(Requirement) When a line of the records below contains the string "dead", copy that whole line.

(Dataset entries)
┏━━

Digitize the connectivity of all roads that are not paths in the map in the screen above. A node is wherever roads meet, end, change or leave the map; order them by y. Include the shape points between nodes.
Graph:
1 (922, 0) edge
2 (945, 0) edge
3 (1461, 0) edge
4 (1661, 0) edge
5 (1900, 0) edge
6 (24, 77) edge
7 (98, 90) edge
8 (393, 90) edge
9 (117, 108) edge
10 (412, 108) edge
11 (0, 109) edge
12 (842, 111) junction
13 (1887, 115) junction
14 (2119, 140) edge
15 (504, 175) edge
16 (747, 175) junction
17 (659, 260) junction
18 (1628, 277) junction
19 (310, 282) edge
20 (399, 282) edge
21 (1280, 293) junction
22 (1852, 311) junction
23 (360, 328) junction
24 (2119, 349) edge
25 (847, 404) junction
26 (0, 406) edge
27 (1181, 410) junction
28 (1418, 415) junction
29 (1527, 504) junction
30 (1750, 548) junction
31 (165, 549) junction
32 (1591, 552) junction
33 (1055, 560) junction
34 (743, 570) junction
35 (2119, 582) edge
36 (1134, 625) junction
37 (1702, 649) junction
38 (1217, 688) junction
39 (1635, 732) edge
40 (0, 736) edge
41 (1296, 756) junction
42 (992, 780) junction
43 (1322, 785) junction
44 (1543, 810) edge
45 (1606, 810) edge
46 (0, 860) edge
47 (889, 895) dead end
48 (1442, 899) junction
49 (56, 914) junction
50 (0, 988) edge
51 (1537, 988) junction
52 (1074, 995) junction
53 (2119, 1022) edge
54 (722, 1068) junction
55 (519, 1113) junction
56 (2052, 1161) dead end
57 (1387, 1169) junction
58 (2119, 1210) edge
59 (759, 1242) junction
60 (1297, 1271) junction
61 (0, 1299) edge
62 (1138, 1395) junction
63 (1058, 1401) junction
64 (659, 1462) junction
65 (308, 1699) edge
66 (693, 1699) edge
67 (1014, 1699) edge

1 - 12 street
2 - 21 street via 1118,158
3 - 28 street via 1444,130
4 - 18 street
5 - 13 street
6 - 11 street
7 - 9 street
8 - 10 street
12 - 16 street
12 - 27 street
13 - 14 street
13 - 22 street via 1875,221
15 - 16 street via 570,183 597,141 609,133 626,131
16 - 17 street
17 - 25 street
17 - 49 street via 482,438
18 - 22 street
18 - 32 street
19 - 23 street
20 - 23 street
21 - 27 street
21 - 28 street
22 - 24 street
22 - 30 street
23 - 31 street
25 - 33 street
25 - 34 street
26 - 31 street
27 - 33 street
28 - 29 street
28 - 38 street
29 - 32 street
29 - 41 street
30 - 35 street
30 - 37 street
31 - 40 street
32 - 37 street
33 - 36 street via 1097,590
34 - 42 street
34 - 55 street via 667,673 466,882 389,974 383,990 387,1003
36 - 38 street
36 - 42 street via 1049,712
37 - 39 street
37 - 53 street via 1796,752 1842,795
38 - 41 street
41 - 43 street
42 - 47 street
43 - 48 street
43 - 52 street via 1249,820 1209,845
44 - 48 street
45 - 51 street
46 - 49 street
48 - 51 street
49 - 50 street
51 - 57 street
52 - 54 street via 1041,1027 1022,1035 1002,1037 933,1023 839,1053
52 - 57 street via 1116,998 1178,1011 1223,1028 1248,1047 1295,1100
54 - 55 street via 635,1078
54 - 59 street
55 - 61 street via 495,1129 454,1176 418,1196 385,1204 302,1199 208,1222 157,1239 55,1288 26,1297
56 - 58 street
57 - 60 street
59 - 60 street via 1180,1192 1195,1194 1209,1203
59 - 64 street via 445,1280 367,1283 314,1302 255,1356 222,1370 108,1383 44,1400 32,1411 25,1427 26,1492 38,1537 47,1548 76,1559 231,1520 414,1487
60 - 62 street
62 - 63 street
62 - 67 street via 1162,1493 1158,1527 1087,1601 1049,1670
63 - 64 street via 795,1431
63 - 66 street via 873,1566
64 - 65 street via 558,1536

┗━━

(Task solution)
47 (889, 895) dead end
56 (2052, 1161) dead end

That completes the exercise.